■ How to complete this task ■
Wherever a line of the records contains "edges", copy that line.

[Items from a dataset]
§ §
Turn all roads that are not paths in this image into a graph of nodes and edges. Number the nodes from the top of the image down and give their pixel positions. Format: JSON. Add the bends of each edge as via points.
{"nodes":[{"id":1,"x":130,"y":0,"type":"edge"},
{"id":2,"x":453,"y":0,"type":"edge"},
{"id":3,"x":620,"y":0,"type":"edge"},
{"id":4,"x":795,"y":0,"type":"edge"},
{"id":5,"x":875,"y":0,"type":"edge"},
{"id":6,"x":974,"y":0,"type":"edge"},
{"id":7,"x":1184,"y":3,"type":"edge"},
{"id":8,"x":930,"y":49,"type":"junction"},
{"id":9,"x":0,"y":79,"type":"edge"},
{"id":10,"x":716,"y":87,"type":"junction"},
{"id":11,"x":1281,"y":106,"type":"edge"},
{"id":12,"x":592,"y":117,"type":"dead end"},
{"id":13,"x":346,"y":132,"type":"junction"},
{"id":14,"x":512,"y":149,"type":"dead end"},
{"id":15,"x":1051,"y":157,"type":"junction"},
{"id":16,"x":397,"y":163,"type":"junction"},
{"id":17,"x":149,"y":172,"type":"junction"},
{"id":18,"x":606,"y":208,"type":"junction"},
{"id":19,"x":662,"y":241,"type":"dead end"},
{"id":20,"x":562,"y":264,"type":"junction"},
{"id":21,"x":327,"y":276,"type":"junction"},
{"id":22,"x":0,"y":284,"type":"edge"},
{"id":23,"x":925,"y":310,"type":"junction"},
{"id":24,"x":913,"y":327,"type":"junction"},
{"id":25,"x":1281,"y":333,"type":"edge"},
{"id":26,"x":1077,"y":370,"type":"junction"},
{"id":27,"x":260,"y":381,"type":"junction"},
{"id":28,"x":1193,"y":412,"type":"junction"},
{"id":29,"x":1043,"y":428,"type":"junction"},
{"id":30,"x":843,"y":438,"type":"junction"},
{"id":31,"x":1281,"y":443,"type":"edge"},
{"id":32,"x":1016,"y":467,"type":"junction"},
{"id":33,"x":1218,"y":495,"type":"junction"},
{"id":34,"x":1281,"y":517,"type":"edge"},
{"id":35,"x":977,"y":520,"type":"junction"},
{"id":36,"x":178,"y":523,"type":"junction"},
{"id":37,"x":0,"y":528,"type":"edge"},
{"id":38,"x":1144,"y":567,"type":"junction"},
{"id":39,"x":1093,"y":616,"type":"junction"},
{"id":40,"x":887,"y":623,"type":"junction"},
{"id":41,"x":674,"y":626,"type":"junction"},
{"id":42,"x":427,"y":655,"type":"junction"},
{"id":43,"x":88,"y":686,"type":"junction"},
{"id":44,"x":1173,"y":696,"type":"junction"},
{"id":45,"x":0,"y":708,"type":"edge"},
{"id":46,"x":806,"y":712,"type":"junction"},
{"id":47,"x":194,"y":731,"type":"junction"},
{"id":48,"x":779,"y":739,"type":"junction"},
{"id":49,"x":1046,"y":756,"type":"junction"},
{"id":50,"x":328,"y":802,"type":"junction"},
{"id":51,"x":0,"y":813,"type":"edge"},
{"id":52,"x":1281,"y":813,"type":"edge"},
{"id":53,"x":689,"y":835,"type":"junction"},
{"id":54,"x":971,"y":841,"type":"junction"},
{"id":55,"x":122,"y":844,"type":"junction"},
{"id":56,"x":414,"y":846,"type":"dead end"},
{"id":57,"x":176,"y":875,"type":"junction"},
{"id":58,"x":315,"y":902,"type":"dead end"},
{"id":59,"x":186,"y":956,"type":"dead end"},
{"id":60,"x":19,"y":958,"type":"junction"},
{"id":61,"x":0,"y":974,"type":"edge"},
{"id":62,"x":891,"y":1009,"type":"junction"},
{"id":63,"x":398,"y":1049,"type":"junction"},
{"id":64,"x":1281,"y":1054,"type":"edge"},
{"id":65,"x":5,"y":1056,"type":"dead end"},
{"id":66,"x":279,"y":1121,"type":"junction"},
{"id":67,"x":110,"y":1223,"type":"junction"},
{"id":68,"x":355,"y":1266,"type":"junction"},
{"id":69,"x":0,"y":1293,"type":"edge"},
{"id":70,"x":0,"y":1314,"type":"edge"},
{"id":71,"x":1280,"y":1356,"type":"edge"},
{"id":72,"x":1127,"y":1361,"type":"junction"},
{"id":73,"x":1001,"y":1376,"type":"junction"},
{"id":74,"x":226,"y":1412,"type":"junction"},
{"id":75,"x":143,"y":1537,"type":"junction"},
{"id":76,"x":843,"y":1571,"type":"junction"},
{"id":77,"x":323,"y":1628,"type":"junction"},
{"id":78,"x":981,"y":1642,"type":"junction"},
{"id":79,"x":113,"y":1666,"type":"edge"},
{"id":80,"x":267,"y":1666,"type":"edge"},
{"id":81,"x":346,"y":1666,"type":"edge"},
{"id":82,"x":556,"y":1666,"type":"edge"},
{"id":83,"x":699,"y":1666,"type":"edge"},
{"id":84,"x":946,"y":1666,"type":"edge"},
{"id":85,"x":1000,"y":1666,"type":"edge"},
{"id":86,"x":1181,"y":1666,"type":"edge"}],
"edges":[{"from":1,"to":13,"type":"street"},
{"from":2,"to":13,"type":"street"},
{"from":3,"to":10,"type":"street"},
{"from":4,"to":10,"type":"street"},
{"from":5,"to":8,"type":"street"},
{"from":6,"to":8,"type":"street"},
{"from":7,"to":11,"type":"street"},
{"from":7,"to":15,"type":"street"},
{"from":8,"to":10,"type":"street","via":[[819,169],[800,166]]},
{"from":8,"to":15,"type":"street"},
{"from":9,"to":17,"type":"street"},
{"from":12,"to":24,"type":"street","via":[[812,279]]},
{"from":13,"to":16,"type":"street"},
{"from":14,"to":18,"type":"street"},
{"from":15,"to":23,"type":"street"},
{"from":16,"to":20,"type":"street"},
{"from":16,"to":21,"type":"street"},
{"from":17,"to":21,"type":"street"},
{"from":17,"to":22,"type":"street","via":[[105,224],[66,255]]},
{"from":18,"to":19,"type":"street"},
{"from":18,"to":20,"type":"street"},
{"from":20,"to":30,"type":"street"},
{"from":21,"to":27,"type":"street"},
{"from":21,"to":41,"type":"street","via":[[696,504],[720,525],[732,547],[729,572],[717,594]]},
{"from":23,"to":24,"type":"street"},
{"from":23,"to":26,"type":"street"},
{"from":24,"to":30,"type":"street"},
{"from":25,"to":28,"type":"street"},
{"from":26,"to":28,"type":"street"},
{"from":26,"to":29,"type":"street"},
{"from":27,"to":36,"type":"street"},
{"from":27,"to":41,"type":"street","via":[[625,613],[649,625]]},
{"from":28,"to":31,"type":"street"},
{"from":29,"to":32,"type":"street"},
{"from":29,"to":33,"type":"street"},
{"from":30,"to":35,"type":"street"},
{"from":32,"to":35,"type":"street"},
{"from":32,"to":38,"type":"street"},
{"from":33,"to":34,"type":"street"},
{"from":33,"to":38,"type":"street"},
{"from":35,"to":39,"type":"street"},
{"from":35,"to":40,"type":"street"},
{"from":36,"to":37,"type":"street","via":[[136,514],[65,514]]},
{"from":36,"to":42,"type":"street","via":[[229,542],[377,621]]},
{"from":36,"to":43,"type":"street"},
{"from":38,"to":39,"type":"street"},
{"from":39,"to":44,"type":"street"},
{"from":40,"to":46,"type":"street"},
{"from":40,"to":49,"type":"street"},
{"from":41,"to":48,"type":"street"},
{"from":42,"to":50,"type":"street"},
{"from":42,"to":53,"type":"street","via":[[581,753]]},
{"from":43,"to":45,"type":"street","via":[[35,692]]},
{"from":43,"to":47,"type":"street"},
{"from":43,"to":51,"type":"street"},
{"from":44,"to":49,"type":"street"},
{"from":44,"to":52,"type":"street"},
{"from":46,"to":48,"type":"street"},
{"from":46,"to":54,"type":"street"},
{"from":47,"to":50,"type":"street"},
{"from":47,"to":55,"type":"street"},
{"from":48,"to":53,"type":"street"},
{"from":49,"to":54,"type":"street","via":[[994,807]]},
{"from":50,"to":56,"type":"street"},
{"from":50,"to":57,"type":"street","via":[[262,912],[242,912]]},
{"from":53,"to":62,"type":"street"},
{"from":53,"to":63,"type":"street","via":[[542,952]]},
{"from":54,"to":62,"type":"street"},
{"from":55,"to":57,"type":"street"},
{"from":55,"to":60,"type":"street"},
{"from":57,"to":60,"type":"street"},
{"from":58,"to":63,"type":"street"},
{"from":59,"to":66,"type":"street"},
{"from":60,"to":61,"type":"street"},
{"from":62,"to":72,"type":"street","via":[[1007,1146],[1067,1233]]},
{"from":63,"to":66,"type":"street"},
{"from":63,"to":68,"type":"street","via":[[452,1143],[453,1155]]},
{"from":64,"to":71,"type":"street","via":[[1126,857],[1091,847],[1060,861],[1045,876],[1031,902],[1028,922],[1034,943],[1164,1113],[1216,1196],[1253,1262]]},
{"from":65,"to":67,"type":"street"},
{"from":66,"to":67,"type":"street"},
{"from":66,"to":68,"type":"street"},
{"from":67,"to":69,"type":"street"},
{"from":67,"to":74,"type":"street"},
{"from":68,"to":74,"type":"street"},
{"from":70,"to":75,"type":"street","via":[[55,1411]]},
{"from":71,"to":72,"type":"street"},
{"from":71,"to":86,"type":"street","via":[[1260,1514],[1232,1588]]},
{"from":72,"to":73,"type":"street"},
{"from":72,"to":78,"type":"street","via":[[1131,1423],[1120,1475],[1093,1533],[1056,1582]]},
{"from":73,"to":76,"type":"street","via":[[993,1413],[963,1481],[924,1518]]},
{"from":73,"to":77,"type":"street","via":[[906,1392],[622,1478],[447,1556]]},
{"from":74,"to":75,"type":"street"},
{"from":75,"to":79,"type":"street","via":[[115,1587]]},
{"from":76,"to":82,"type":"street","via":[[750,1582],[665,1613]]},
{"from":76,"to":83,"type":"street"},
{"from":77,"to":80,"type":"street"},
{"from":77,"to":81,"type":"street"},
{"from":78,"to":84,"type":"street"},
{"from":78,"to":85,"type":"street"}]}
§ §
■ Worked solution ■
Turn all roads that are not paths in this image into a graph of nodes and edges. Number the nodes from the top of the image down and give their pixel positions. Format: JSON. Add the bends of each edge as via points.
"edges":[{"from":1,"to":13,"type":"street"},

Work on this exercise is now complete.